▶ [What you have to do] Within the following material, tally each line that contains the string "roads". Give the tally only.

▶ [Entries supplied]
···

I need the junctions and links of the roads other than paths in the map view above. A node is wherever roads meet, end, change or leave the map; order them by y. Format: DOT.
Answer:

···

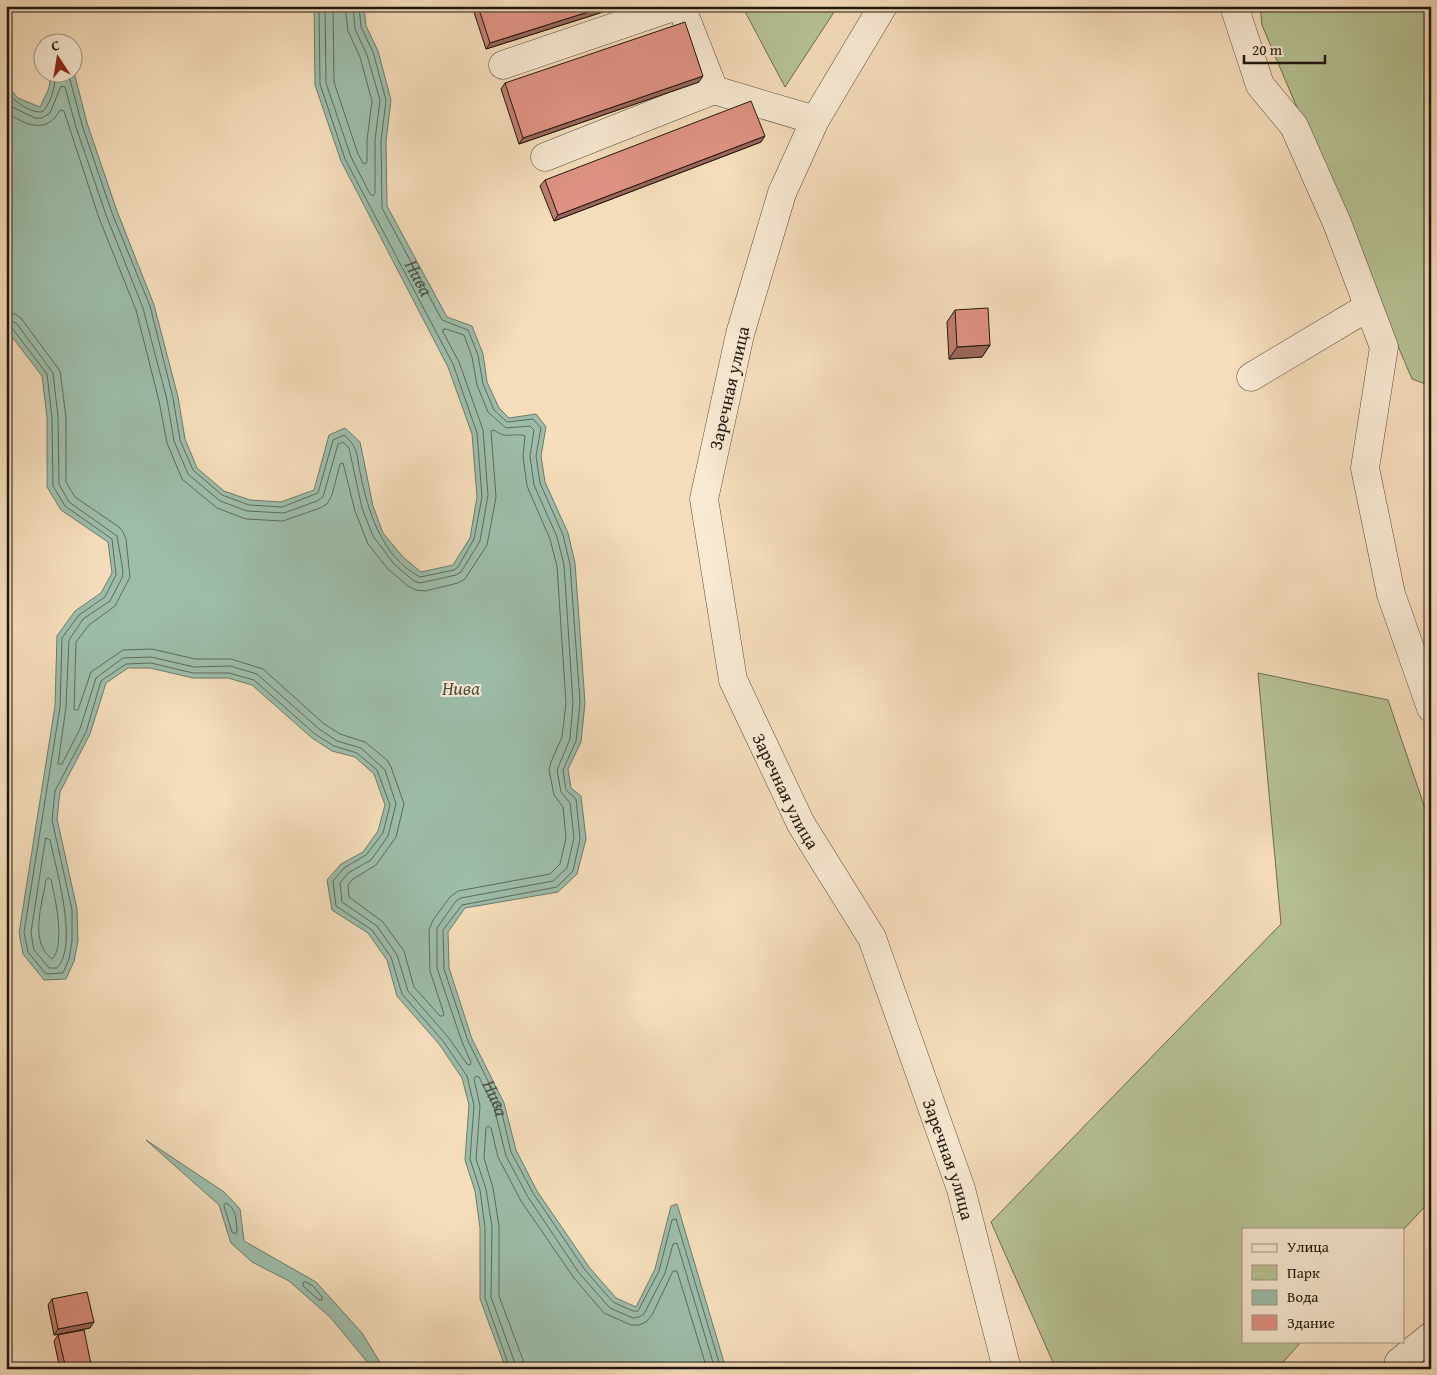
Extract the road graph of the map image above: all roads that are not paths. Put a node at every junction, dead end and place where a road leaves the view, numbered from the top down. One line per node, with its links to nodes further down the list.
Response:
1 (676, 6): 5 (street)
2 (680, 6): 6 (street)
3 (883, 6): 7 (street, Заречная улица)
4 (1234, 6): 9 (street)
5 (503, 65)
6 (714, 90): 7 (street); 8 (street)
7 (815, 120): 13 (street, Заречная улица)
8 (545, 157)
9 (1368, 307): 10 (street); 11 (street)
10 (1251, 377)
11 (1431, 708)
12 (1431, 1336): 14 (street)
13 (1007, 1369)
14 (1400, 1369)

···

▶ [Finished exercise] 2